[Saved data entries]
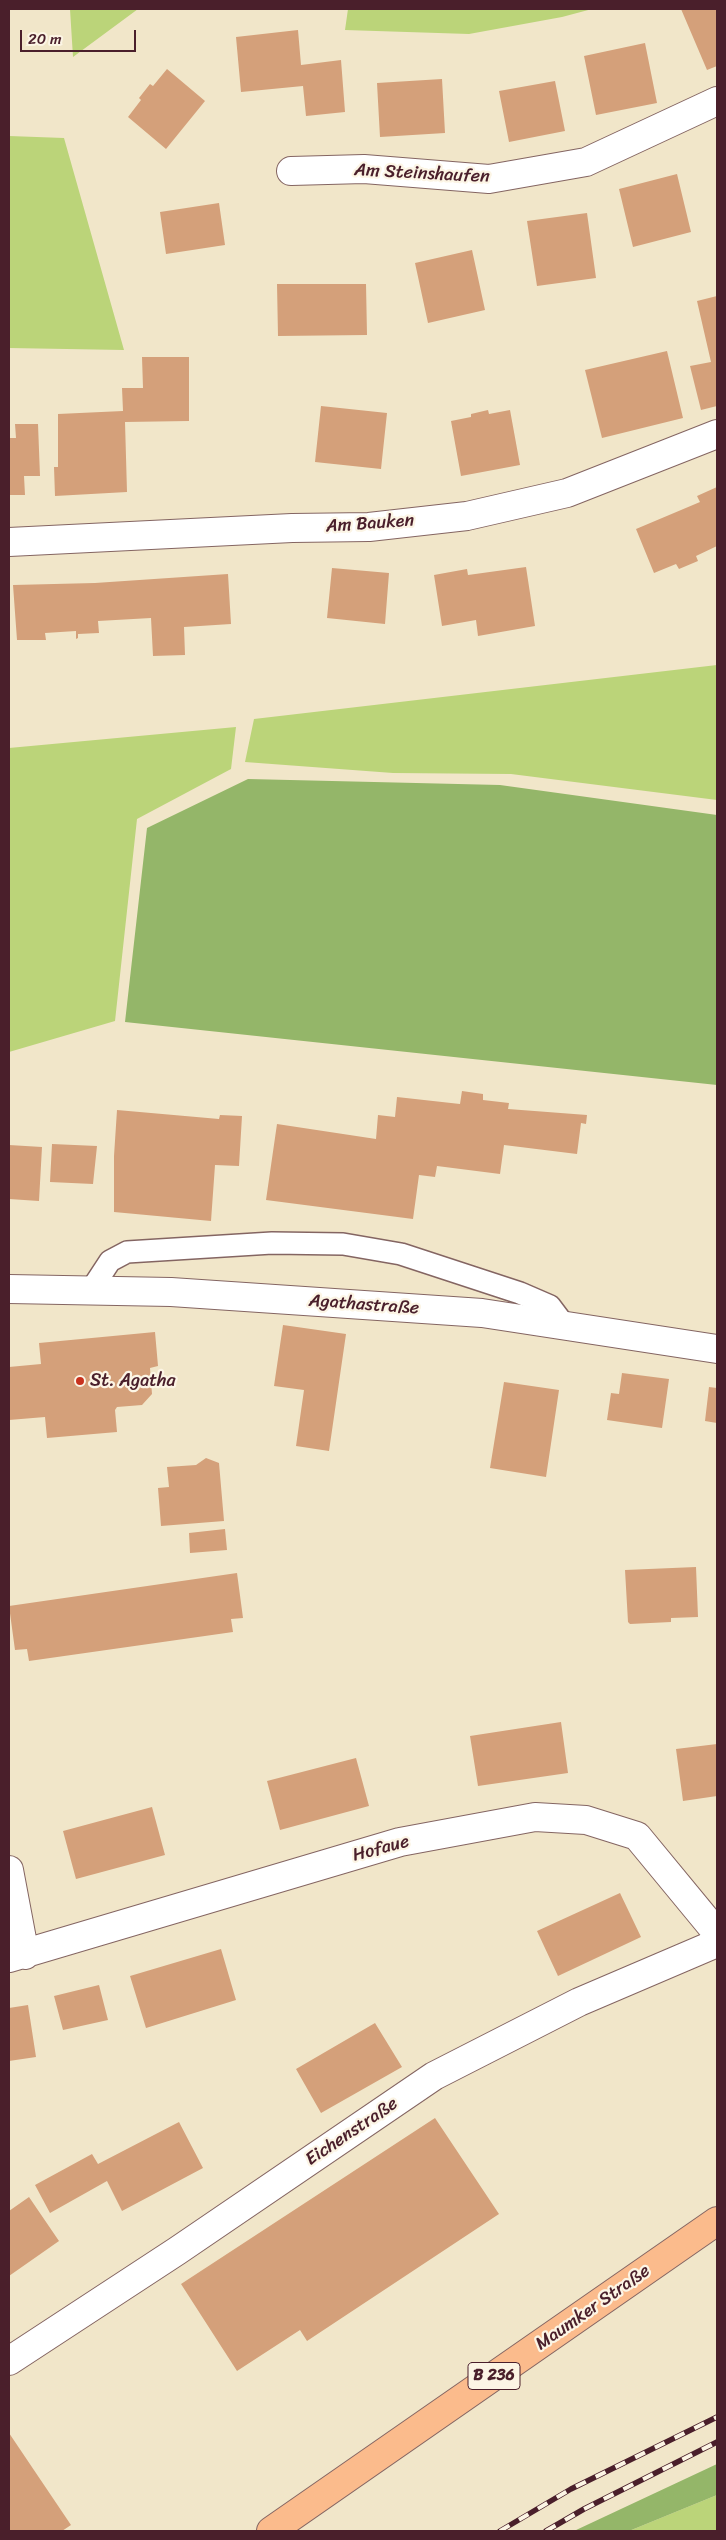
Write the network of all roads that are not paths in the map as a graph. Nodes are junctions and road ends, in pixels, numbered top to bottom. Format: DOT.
graph roads {
  1 [pos="717,101"];
  2 [pos="292,171"];
  3 [pos="717,434"];
  4 [pos="9,542"];
  5 [pos="9,1289"];
  6 [pos="91,1290"];
  7 [pos="565,1326"];
  8 [pos="717,1349"];
  9 [pos="9,1870"];
  10 [pos="717,1933"];
  11 [pos="717,1943"];
  12 [pos="17,1956"];
  13 [pos="717,2221"];
  14 [pos="9,2361"];
  15 [pos="271,2531"];
  1 -- 2 [label="street, Am Steinshaufen"];
  3 -- 4 [label="street, Am Bauken"];
  5 -- 6 [label="street, Agathastraße"];
  6 -- 7 [label="street, Agathastraße"];
  6 -- 7 [label="lane"];
  7 -- 8 [label="street, Agathastraße"];
  9 -- 12 [label="street"];
  10 -- 12 [label="street, Hofaue"];
  11 -- 14 [label="street, Eichenstraße"];
  13 -- 15 [label="main road, Maumker Straße / B 236"];
}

**Task:** Return the preceding entries exactly, each word as given, but leave out any picture.

**Output:**
Write the network of all roads that are not paths in the map as a graph. Nodes are junctions and road ends, in pixels, numbered top to bottom. Format: DOT.
graph roads {
  1 [pos="717,101"];
  2 [pos="292,171"];
  3 [pos="717,434"];
  4 [pos="9,542"];
  5 [pos="9,1289"];
  6 [pos="91,1290"];
  7 [pos="565,1326"];
  8 [pos="717,1349"];
  9 [pos="9,1870"];
  10 [pos="717,1933"];
  11 [pos="717,1943"];
  12 [pos="17,1956"];
  13 [pos="717,2221"];
  14 [pos="9,2361"];
  15 [pos="271,2531"];
  1 -- 2 [label="street, Am Steinshaufen"];
  3 -- 4 [label="street, Am Bauken"];
  5 -- 6 [label="street, Agathastraße"];
  6 -- 7 [label="street, Agathastraße"];
  6 -- 7 [label="lane"];
  7 -- 8 [label="street, Agathastraße"];
  9 -- 12 [label="street"];
  10 -- 12 [label="street, Hofaue"];
  11 -- 14 [label="street, Eichenstraße"];
  13 -- 15 [label="main road, Maumker Straße / B 236"];
}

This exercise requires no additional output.